--- Work item ---
Only the lines from the top of the data through the one with "Write the network of all" are to be written out, each exactly as it stands.

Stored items

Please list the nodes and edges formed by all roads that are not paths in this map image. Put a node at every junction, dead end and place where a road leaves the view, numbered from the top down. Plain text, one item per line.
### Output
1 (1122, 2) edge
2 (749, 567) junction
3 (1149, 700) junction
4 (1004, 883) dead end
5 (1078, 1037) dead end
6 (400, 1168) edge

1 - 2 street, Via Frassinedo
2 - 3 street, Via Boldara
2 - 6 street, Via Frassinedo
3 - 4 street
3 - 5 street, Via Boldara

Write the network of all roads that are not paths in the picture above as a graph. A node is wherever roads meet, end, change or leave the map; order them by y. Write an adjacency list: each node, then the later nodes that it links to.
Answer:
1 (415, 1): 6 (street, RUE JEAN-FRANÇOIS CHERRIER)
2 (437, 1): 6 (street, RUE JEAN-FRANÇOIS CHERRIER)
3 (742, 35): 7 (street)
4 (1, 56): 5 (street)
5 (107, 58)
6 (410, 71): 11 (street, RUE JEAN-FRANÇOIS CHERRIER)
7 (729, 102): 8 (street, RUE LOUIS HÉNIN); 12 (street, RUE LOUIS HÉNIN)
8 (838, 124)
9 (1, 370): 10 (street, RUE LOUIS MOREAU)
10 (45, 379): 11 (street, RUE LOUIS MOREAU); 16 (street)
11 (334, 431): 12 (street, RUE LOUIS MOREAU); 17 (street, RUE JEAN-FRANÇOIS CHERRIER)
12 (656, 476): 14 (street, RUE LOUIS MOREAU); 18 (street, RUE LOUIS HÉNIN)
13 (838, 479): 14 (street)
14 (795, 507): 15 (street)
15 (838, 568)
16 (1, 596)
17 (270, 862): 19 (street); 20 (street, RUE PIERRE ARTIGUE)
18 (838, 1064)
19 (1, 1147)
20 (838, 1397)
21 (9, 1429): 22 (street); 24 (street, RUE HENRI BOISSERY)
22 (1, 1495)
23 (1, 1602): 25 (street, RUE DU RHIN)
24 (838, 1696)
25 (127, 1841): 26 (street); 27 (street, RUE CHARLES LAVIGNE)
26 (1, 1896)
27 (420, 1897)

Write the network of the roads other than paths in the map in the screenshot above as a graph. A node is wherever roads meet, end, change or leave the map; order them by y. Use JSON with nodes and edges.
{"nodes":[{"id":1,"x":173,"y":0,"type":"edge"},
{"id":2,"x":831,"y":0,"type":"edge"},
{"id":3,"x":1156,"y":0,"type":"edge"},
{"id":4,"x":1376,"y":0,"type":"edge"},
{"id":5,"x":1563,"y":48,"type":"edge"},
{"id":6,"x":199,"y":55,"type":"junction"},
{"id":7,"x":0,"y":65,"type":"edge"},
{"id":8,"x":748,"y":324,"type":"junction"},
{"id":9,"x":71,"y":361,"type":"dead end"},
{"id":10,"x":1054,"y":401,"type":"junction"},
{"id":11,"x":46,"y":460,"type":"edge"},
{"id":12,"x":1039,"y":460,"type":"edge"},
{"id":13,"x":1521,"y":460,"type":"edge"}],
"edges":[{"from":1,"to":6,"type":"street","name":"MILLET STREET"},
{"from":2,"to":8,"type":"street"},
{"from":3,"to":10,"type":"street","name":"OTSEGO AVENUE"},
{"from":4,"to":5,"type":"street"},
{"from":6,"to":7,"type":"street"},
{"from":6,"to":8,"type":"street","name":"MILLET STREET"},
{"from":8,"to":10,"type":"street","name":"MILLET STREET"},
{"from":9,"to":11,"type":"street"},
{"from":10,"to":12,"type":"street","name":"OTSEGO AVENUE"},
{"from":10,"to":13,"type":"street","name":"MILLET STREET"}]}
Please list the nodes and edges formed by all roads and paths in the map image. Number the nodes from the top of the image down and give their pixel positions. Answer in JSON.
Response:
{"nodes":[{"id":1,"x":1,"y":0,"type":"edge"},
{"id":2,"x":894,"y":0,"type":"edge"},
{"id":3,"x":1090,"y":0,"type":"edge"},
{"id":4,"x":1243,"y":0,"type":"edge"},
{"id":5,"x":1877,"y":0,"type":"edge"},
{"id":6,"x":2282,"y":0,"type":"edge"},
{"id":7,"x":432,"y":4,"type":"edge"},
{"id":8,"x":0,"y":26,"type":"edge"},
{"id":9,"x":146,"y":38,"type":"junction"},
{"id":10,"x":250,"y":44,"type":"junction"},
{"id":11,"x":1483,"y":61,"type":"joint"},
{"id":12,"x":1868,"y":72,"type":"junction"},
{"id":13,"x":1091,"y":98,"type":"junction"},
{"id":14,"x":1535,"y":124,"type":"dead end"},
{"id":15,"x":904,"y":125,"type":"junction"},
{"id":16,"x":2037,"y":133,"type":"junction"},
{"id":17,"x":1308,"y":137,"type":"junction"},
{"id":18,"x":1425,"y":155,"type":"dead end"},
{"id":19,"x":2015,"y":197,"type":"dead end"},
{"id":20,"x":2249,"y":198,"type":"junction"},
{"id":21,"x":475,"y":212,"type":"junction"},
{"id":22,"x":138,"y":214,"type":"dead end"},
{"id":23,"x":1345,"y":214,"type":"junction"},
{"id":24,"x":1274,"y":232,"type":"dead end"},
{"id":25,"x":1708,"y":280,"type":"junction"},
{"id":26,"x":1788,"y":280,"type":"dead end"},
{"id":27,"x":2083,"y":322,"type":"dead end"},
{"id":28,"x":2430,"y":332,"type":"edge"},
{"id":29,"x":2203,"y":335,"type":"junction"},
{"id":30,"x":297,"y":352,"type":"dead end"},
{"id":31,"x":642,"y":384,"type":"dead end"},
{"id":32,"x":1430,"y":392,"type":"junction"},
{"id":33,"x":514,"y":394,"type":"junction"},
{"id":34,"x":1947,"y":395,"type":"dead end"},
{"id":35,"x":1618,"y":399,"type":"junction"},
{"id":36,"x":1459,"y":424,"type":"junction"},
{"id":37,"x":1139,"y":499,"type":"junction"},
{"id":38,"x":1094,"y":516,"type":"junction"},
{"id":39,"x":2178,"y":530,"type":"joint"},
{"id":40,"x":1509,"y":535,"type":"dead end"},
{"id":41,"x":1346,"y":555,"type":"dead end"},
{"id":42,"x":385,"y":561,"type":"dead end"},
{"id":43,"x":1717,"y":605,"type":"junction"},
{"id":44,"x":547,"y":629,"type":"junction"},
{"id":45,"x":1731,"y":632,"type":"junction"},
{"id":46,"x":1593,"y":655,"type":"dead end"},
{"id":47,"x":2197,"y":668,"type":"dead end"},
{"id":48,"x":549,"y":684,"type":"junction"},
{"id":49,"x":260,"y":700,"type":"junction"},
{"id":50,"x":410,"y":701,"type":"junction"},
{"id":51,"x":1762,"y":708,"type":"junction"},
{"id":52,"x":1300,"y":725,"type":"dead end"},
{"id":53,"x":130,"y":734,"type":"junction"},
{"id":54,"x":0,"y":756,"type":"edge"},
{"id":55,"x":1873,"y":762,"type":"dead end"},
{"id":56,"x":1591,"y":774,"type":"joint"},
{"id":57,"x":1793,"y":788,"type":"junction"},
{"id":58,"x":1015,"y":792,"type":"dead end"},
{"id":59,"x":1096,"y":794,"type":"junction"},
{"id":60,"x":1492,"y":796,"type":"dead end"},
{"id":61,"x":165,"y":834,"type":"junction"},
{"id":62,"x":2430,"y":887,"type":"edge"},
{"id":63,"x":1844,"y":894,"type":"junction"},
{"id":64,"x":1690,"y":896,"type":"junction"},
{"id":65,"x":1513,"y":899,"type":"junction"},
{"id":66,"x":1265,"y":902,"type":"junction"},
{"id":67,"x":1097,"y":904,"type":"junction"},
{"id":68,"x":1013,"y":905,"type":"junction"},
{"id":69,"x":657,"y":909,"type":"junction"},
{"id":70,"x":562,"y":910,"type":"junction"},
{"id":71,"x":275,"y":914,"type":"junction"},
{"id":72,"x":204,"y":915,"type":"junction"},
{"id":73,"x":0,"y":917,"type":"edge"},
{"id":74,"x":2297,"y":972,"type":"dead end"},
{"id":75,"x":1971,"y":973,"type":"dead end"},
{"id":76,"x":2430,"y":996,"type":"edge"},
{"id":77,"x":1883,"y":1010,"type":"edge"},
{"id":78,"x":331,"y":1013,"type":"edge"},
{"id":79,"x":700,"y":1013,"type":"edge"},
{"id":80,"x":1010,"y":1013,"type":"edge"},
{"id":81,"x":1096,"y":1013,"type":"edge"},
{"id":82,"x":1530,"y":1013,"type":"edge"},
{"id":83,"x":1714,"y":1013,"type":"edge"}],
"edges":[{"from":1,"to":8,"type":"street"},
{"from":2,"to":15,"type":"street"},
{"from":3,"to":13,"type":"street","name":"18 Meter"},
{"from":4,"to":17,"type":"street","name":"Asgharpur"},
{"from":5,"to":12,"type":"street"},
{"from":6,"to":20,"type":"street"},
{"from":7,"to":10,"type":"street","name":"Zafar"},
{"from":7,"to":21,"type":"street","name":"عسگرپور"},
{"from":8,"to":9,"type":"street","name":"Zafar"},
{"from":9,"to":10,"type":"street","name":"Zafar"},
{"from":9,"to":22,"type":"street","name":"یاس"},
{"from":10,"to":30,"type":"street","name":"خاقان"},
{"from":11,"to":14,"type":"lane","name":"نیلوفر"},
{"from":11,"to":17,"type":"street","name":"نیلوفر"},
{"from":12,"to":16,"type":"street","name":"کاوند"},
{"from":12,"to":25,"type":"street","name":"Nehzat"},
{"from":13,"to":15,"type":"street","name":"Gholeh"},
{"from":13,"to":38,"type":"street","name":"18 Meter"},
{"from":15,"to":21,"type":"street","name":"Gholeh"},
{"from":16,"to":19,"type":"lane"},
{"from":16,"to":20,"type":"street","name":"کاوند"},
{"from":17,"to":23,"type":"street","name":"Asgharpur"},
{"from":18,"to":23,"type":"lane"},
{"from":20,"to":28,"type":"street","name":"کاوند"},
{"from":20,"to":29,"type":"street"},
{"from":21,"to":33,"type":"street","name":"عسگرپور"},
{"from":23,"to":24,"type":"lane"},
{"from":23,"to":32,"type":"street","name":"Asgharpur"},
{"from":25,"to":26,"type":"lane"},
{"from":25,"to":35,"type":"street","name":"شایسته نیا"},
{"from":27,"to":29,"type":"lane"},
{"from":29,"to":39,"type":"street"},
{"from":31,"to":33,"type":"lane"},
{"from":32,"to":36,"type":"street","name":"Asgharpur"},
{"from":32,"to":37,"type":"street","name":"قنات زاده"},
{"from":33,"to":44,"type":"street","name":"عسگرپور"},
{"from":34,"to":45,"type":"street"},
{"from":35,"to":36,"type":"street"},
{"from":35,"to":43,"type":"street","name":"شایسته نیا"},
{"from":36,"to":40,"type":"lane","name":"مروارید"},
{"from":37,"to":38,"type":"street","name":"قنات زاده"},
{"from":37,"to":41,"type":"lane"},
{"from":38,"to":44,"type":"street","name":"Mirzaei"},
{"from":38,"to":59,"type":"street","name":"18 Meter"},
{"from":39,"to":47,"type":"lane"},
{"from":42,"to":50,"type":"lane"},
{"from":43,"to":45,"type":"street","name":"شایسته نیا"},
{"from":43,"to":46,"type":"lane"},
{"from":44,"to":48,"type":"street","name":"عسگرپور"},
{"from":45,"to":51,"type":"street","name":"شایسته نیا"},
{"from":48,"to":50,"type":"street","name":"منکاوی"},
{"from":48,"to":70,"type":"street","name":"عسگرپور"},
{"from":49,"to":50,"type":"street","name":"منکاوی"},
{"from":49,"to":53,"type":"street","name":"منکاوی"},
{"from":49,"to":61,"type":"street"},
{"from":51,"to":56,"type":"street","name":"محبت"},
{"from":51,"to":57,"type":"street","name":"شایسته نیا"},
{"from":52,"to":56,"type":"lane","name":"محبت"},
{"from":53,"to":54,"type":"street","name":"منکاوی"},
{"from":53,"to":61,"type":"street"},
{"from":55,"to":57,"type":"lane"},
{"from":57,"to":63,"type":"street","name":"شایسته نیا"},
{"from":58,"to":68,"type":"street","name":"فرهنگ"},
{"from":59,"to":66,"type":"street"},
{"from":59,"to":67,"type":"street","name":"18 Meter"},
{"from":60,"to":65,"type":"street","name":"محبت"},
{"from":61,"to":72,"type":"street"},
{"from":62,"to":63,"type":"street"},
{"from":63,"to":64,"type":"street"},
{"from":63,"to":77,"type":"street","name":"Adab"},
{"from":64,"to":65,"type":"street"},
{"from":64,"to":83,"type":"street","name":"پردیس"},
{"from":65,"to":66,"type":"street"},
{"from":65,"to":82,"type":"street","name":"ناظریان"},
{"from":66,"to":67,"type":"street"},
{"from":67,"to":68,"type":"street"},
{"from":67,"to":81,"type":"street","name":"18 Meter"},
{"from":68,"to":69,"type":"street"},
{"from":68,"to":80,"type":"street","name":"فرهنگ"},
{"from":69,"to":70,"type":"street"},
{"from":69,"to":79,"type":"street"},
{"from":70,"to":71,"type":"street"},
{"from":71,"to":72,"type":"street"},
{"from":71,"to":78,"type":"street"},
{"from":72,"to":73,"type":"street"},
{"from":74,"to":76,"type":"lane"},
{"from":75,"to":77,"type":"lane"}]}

--- The answer ---
Please list the nodes and edges formed by all roads that are not paths in this map image. Put a node at every junction, dead end and place where a road leaves the view, numbered from the top down. Plain text, one item per line.
### Output
1 (1122, 2) edge
2 (749, 567) junction
3 (1149, 700) junction
4 (1004, 883) dead end
5 (1078, 1037) dead end
6 (400, 1168) edge

1 - 2 street, Via Frassinedo
2 - 3 street, Via Boldara
2 - 6 street, Via Frassinedo
3 - 4 street
3 - 5 street, Via Boldara

Write the network of all roads that are not paths in the picture above as a graph. A node is wherever roads meet, end, change or leave the map; order them by y. Write an adjacency list: each node, then the later nodes that it links to.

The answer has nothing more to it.